6. The vacuum-cup-type food filling machine of claim 5, wherein: the shielding device (T3) comprises a sealing plate (T31), a connecting column (T32), a vacuum chassis (T33), a shielding cover structure (T34), a second slip ring (T35), a memory alloy plate (T36) and a connecting rod (T37), wherein the lower end of the sealing plate (T31) is welded with the upper end of the connecting column (T32), the memory alloy plate (T36) penetrates through the vacuum chassis (T33), the second slip ring (T35) is embedded and installed in the vacuum chassis (T33) and fixedly connected with the vacuum chassis, the lower end of the connecting column (T32) is welded with the upper end of the connecting rod (T37), the lower end of the connecting column (T32) is welded with the upper end of the memory alloy plate (T36), the shielding cover structure (T34) is installed below the vacuum chassis (T33), and the upper end of the sealing plate (T31) is attached to the lower end of the top plate (T1).
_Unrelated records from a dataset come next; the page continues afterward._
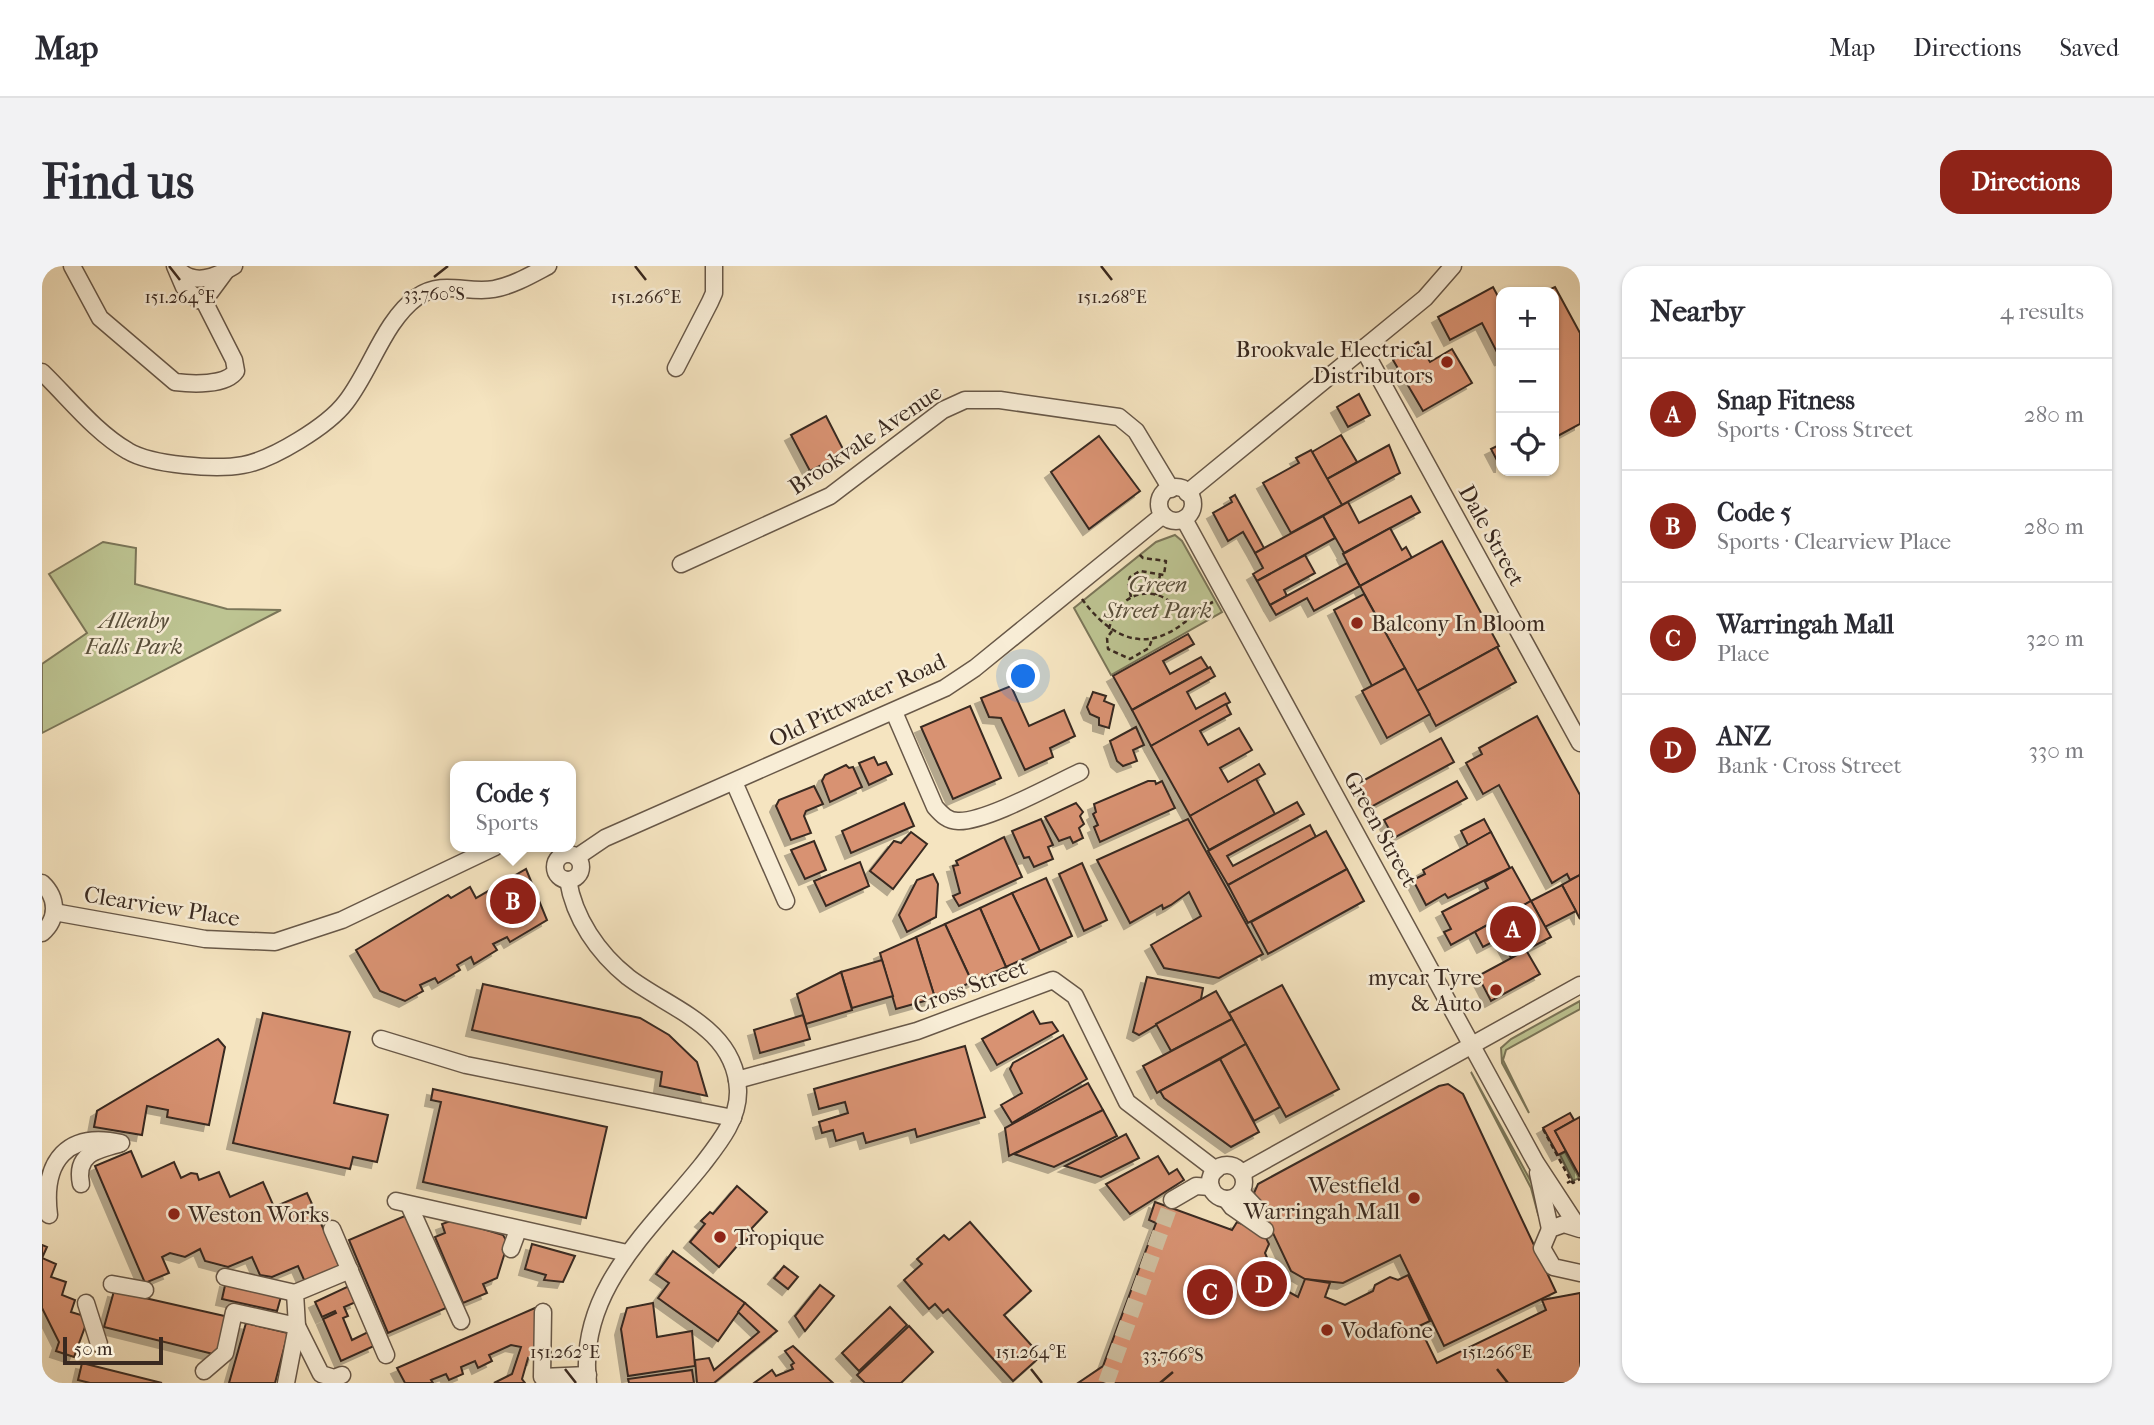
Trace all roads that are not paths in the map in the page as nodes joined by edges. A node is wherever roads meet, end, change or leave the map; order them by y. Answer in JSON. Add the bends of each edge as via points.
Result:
{"nodes":[{"id":1,"x":72,"y":266,"type":"edge"},
{"id":2,"x":175,"y":266,"type":"edge"},
{"id":3,"x":548,"y":266,"type":"edge"},
{"id":4,"x":715,"y":266,"type":"edge"},
{"id":5,"x":1453,"y":266,"type":"edge"},
{"id":6,"x":229,"y":269,"type":"edge"},
{"id":7,"x":203,"y":299,"type":"junction"},
{"id":8,"x":1363,"y":348,"type":"junction"},
{"id":9,"x":676,"y":368,"type":"dead end"},
{"id":10,"x":42,"y":372,"type":"edge"},
{"id":11,"x":1171,"y":489,"type":"junction"},
{"id":12,"x":1187,"y":493,"type":"junction"},
{"id":13,"x":1163,"y":515,"type":"junction"},
{"id":14,"x":1184,"y":519,"type":"junction"},
{"id":15,"x":681,"y":564,"type":"dead end"},
{"id":16,"x":894,"y":712,"type":"junction"},
{"id":17,"x":1580,"y":743,"type":"edge"},
{"id":18,"x":1080,"y":772,"type":"dead end"},
{"id":19,"x":734,"y":782,"type":"junction"},
{"id":20,"x":485,"y":852,"type":"edge"},
{"id":21,"x":552,"y":852,"type":"edge"},
{"id":22,"x":577,"y":857,"type":"junction"},
{"id":23,"x":568,"y":880,"type":"junction"},
{"id":24,"x":42,"y":883,"type":"edge"},
{"id":25,"x":786,"y":901,"type":"dead end"},
{"id":26,"x":54,"y":912,"type":"junction"},
{"id":27,"x":42,"y":933,"type":"edge"},
{"id":28,"x":1580,"y":985,"type":"edge"},
{"id":29,"x":381,"y":1039,"type":"dead end"},
{"id":30,"x":1473,"y":1044,"type":"junction"},
{"id":31,"x":737,"y":1080,"type":"junction"},
{"id":32,"x":733,"y":1118,"type":"junction"},
{"id":33,"x":1536,"y":1164,"type":"junction"},
{"id":34,"x":1216,"y":1170,"type":"junction"},
{"id":35,"x":1242,"y":1173,"type":"junction"},
{"id":36,"x":82,"y":1184,"type":"dead end"},
{"id":37,"x":1211,"y":1187,"type":"junction"},
{"id":38,"x":1241,"y":1192,"type":"junction"},
{"id":39,"x":1226,"y":1199,"type":"junction"},
{"id":40,"x":1172,"y":1200,"type":"dead end"},
{"id":41,"x":49,"y":1214,"type":"dead end"},
{"id":42,"x":1579,"y":1228,"type":"edge"},
{"id":43,"x":332,"y":1229,"type":"dead end"},
{"id":44,"x":1549,"y":1229,"type":"junction"},
{"id":45,"x":518,"y":1230,"type":"junction"},
{"id":46,"x":511,"y":1249,"type":"dead end"},
{"id":47,"x":627,"y":1252,"type":"junction"},
{"id":48,"x":1576,"y":1269,"type":"edge"},
{"id":49,"x":350,"y":1270,"type":"junction"},
{"id":50,"x":225,"y":1277,"type":"dead end"},
{"id":51,"x":112,"y":1284,"type":"dead end"},
{"id":52,"x":145,"y":1290,"type":"dead end"},
{"id":53,"x":295,"y":1293,"type":"junction"},
{"id":54,"x":86,"y":1303,"type":"dead end"},
{"id":55,"x":543,"y":1312,"type":"dead end"},
{"id":56,"x":461,"y":1321,"type":"dead end"},
{"id":57,"x":298,"y":1326,"type":"junction"},
{"id":58,"x":99,"y":1344,"type":"dead end"},
{"id":59,"x":386,"y":1354,"type":"dead end"},
{"id":60,"x":204,"y":1371,"type":"dead end"},
{"id":61,"x":342,"y":1375,"type":"dead end"},
{"id":62,"x":588,"y":1379,"type":"edge"},
{"id":63,"x":542,"y":1380,"type":"edge"},
{"id":64,"x":286,"y":1383,"type":"edge"}],
"edges":[{"from":1,"to":7,"type":"street","via":[[100,318],[175,382],[221,380],[236,371]]},
{"from":2,"to":6,"type":"street","via":[[192,279]]},
{"from":2,"to":7,"type":"street","via":[[191,296]]},
{"from":3,"to":10,"type":"street","via":[[494,289],[447,286],[419,296],[402,311],[336,413],[273,453],[241,465],[162,461],[130,453]]},
{"from":4,"to":9,"type":"street","via":[[714,292]]},
{"from":5,"to":8,"type":"street","via":[[1425,298]]},
{"from":6,"to":7,"type":"street"},
{"from":8,"to":12,"type":"street"},
{"from":8,"to":17,"type":"street","name":"Dale Street"},
{"from":11,"to":12,"type":"street"},
{"from":11,"to":13,"type":"street","via":[[1160,500]]},
{"from":11,"to":15,"type":"street","name":"Brookvale Avenue","via":[[1136,431],[1119,417],[1000,400],[965,400],[943,410],[812,506]]},
{"from":12,"to":14,"type":"street","via":[[1192,506]]},
{"from":13,"to":14,"type":"street","via":[[1172,521]]},
{"from":13,"to":16,"type":"street","name":"Old Pittwater Road","via":[[975,668]]},
{"from":14,"to":30,"type":"street","name":"Green Street"},
{"from":16,"to":18,"type":"street","via":[[935,807],[955,821],[980,817]]},
{"from":16,"to":19,"type":"street","name":"Old Pittwater Road"},
{"from":19,"to":22,"type":"street","name":"Old Pittwater Road","via":[[605,838]]},
{"from":19,"to":25,"type":"street"},
{"from":20,"to":26,"type":"street","name":"Clearview Place","via":[[342,920],[275,942],[205,939]]},
{"from":21,"to":22,"type":"street"},
{"from":21,"to":23,"type":"street","via":[[555,872]]},
{"from":22,"to":23,"type":"street","via":[[579,873]]},
{"from":23,"to":31,"type":"street","via":[[575,909],[600,949],[631,979],[715,1036],[730,1057]]},
{"from":24,"to":26,"type":"street","name":"Clearview Place","via":[[52,895]]},
{"from":26,"to":27,"type":"street","name":"Clearview Place"},
{"from":28,"to":30,"type":"street"},
{"from":29,"to":32,"type":"street","via":[[466,1065]]},
{"from":30,"to":33,"type":"street","name":"Green Street"},
{"from":30,"to":35,"type":"street"},
{"from":31,"to":32,"type":"street"},
{"from":31,"to":34,"type":"street","name":"Cross Street","via":[[917,1031],[1052,980],[1075,996],[1127,1101]]},
{"from":32,"to":47,"type":"street","via":[[714,1149]]},
{"from":33,"to":42,"type":"street","name":"Green Street"},
{"from":33,"to":44,"type":"street","name":"Green Street"},
{"from":34,"to":35,"type":"street","via":[[1229,1165]]},
{"from":34,"to":37,"type":"street"},
{"from":35,"to":38,"type":"street"},
{"from":36,"to":41,"type":"street","via":[[84,1158],[121,1143],[90,1139],[66,1150],[45,1179]]},
{"from":37,"to":39,"type":"street"},
{"from":37,"to":40,"type":"street","via":[[1196,1186]]},
{"from":38,"to":39,"type":"street"},
{"from":38,"to":39,"type":"street","via":[[1264,1222],[1232,1207]]},
{"from":42,"to":44,"type":"street","via":[[1564,1224]]},
{"from":43,"to":49,"type":"street"},
{"from":44,"to":48,"type":"street","name":"Green Street","via":[[1542,1248],[1545,1263],[1560,1270]]},
{"from":45,"to":46,"type":"street"},
{"from":45,"to":47,"type":"street"},
{"from":45,"to":56,"type":"street","via":[[402,1203]]},
{"from":47,"to":62,"type":"street","via":[[595,1317]]},
{"from":49,"to":53,"type":"street"},
{"from":49,"to":59,"type":"street"},
{"from":50,"to":53,"type":"street"},
{"from":51,"to":52,"type":"street"},
{"from":53,"to":57,"type":"street"},
{"from":54,"to":58,"type":"street"},
{"from":55,"to":63,"type":"street"},
{"from":57,"to":60,"type":"street","via":[[234,1312],[225,1353]]},
{"from":57,"to":61,"type":"street","via":[[321,1374]]},
{"from":57,"to":64,"type":"street"},
{"from":62,"to":63,"type":"street"}]}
7. The vacuum-cup-type food filling machine of claim 6, wherein: the shielding cover structure (T34) comprises a fixing ring (341), a shielding cover (342) and an expander (343), the lower end of the fixing ring (341) is bonded with the upper end of the shielding cover (342), the expander (343) is wrapped at the lower end of the shielding cover (342), and the lower end of the memory alloy plate (T36) penetrates through the fixing ring (341) and is welded with the upper end of the expander (343).

8. The vacuum-cup-type food filling machine of claim 7, wherein: the expander (343) comprises an extension rod (431), a cylinder body (432), a return spring (433) and a sliding block (434), wherein one end of the extension rod (431) penetrates through one end of the cylinder body (432), two ends of the extension rod (431) are welded with the sliding block (434), the return spring (433) is positioned between the sliding blocks (434) and connected through electric welding, the upper end of the cylinder body (432) is welded with the lower end of a memory alloy plate (T36), and the sliding block (434) is installed in the cylinder body (432) and connected through sliding.